Copy each line of the entries that contains the word "RENÉ".

Recorded information below:

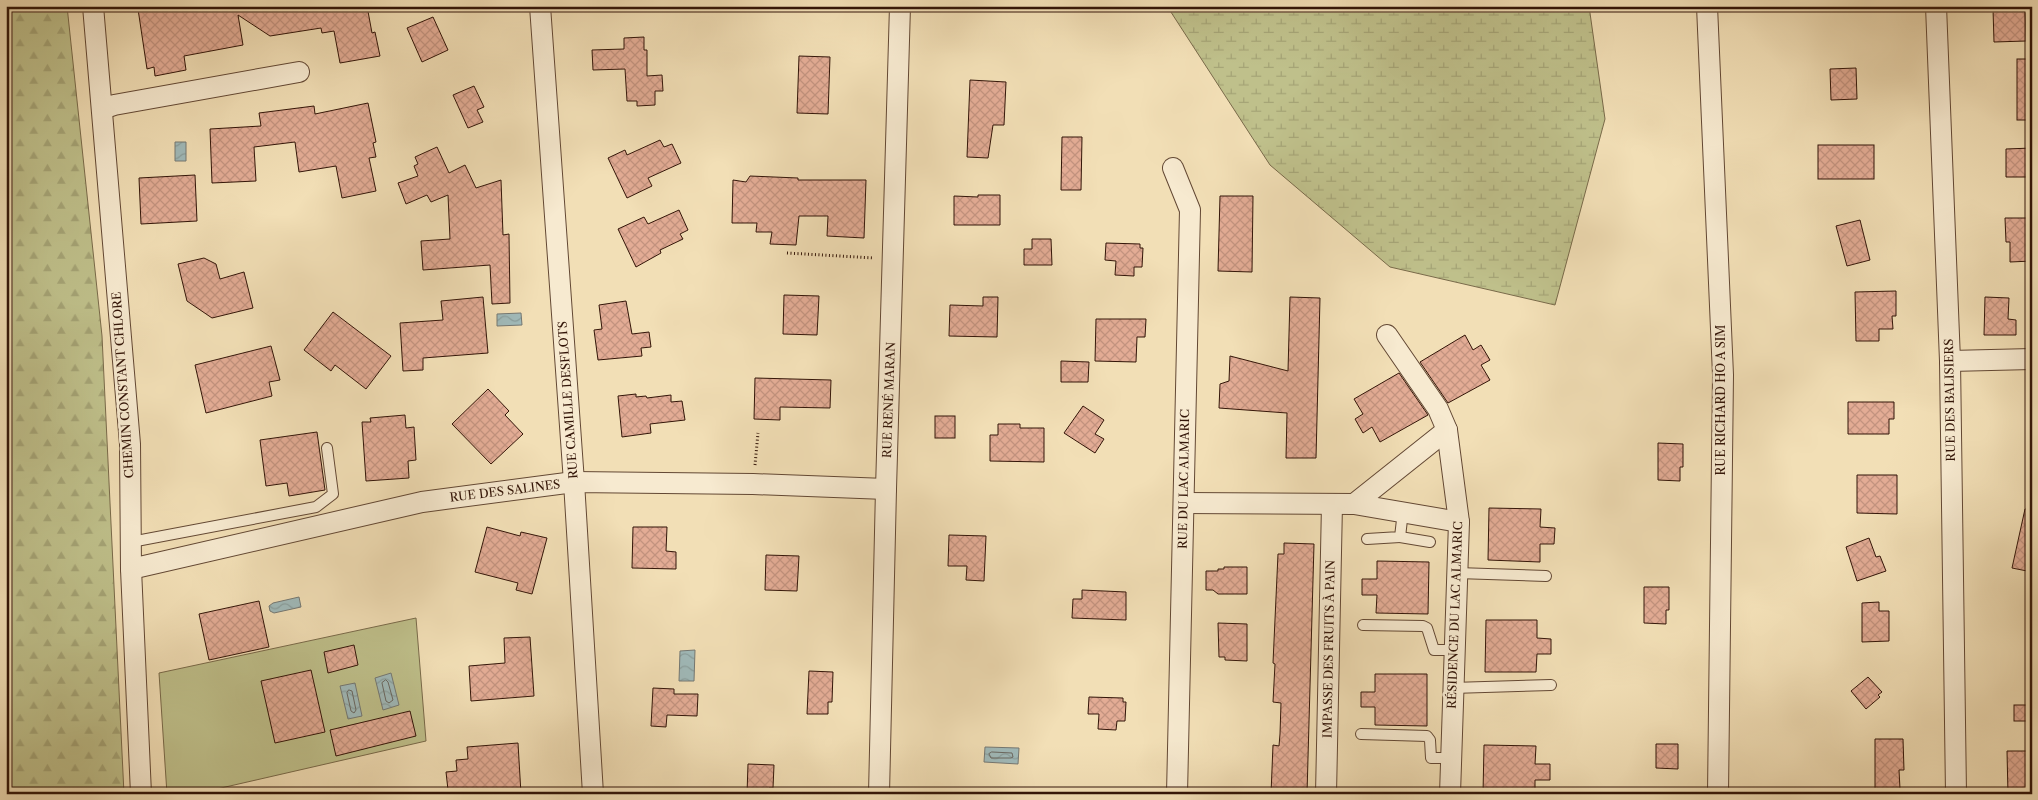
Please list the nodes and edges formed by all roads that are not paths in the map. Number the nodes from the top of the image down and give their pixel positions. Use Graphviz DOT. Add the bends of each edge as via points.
graph roads {
  1 [pos="93,6"];
  2 [pos="540,6"];
  3 [pos="900,6"];
  4 [pos="1707,6"];
  5 [pos="1936,6"];
  6 [pos="299,72"];
  7 [pos="102,109"];
  8 [pos="1174,168"];
  9 [pos="1387,335"];
  10 [pos="2032,359"];
  11 [pos="1950,361"];
  12 [pos="1447,430"];
  13 [pos="327,448"];
  14 [pos="574,482"];
  15 [pos="886,489"];
  16 [pos="1184,503"];
  17 [pos="1332,504"];
  18 [pos="1354,504"];
  19 [pos="1403,512"];
  20 [pos="1459,522"];
  21 [pos="1400,537"];
  22 [pos="1367,539"];
  23 [pos="131,542"];
  24 [pos="1430,542"];
  25 [pos="131,569"];
  26 [pos="1457,572"];
  27 [pos="1546,576"];
  28 [pos="1362,625"];
  29 [pos="1454,650"];
  30 [pos="1551,686"];
  31 [pos="1452,688"];
  32 [pos="1361,734"];
  33 [pos="1450,758"];
  34 [pos="141,794"];
  35 [pos="593,794"];
  36 [pos="879,794"];
  37 [pos="1177,794"];
  38 [pos="1326,794"];
  39 [pos="1450,794"];
  40 [pos="1718,794"];
  41 [pos="1956,794"];
  1 -- 7 [label="street, CHEMIN CONSTANT CHLORE"];
  2 -- 14 [label="street, RUE CAMILLE DESFLOTS"];
  3 -- 15 [label="street, RUE RENÉ MARAN"];
  4 -- 40 [label="street, RUE RICHARD HO A SIM" via="1722,375"];
  5 -- 11 [label="street, RUE DES BALISIERS"];
  6 -- 7 [label="street"];
  7 -- 23 [label="street, CHEMIN CONSTANT CHLORE" via="130,444"];
  8 -- 16 [label="street, RUE DU LAC ALMARIC" via="1190,210"];
  9 -- 12 [label="street, RÉSIDENCE DU LAC ALMARIC" via="1438,409"];
  10 -- 11 [label="street"];
  11 -- 41 [label="street, RUE DES BALISIERS"];
  12 -- 18 [label="street"];
  12 -- 20 [label="street, RÉSIDENCE DU LAC ALMARIC"];
  13 -- 23 [label="lane" via="333,494 316,507"];
  14 -- 15 [label="street, RUE DES SALINES"];
  14 -- 25 [label="street, RUE DES SALINES" via="422,502"];
  14 -- 35 [label="street, RUE CAMILLE DESFLOTS"];
  15 -- 36 [label="street, RUE RENÉ MARAN"];
  16 -- 17 [label="street"];
  16 -- 37 [label="street, RUE DU LAC ALMARIC"];
  17 -- 18 [label="street"];
  17 -- 38 [label="street, IMPASSE DES FRUITS À PAIN"];
  18 -- 19 [label="street"];
  19 -- 20 [label="street"];
  19 -- 21 [label="lane"];
  20 -- 26 [label="street, RÉSIDENCE DU LAC ALMARIC"];
  21 -- 22 [label="lane"];
  21 -- 24 [label="lane"];
  23 -- 25 [label="street, CHEMIN CONSTANT CHLORE"];
  25 -- 34 [label="street, CHEMIN CONSTANT CHLORE"];
  26 -- 27 [label="lane"];
  26 -- 29 [label="street, RÉSIDENCE DU LAC ALMARIC"];
  28 -- 29 [label="lane" via="1423,626 1427,628 1434,650"];
  29 -- 31 [label="street, RÉSIDENCE DU LAC ALMARIC"];
  30 -- 31 [label="lane"];
  31 -- 33 [label="street, RÉSIDENCE DU LAC ALMARIC"];
  32 -- 33 [label="lane" via="1427,736 1431,758"];
  33 -- 39 [label="street, RÉSIDENCE DU LAC ALMARIC"];
}
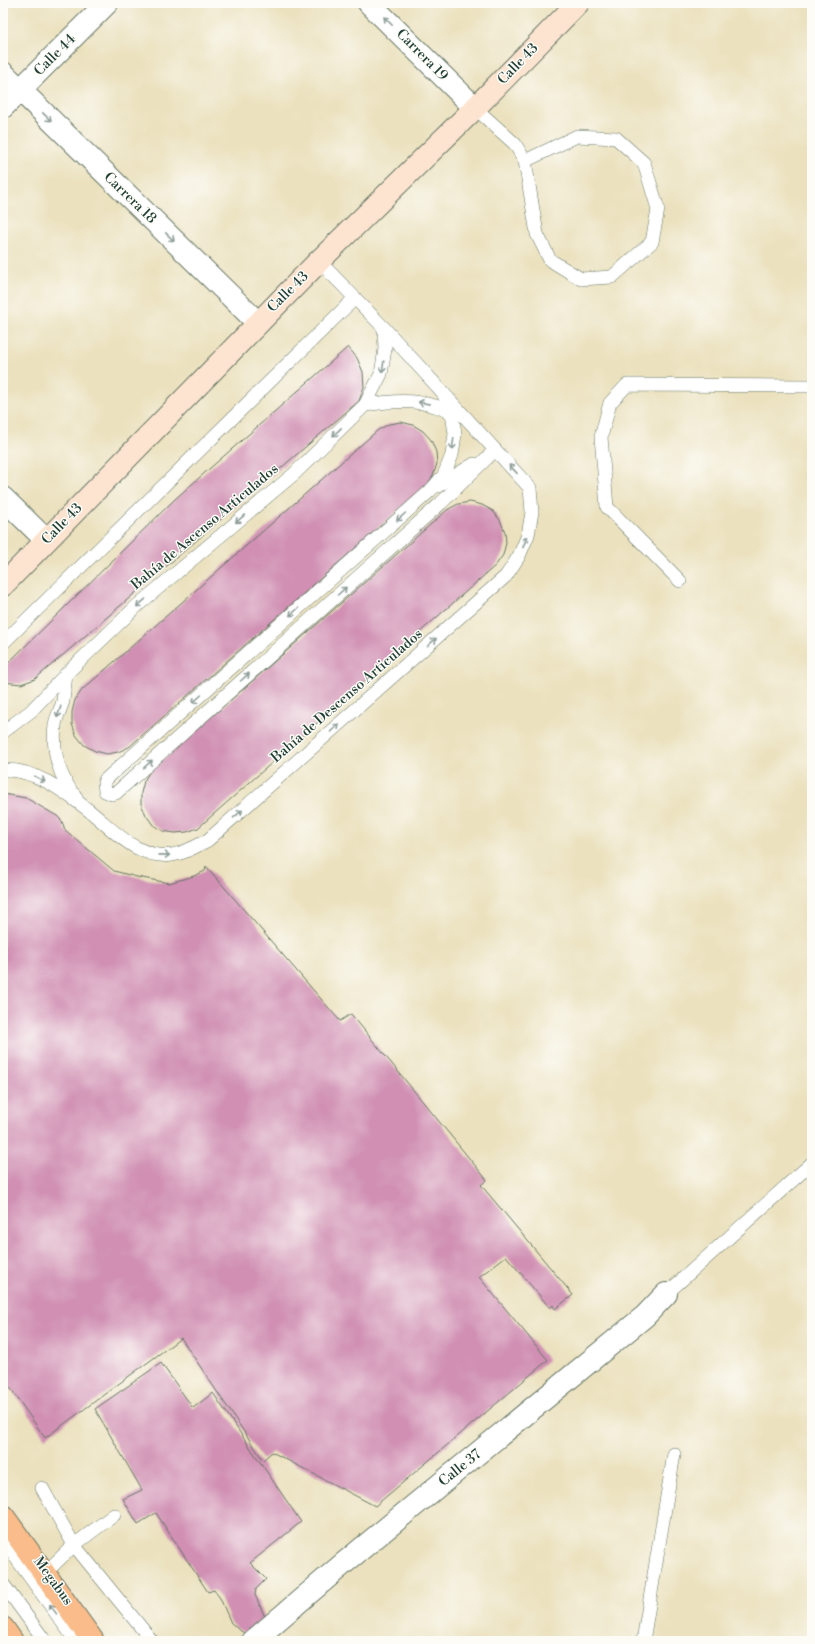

End of Recorded information.

_Expected answer_.
  3 -- 15 [label="street, RUE RENÉ MARAN"];
  15 -- 36 [label="street, RUE RENÉ MARAN"];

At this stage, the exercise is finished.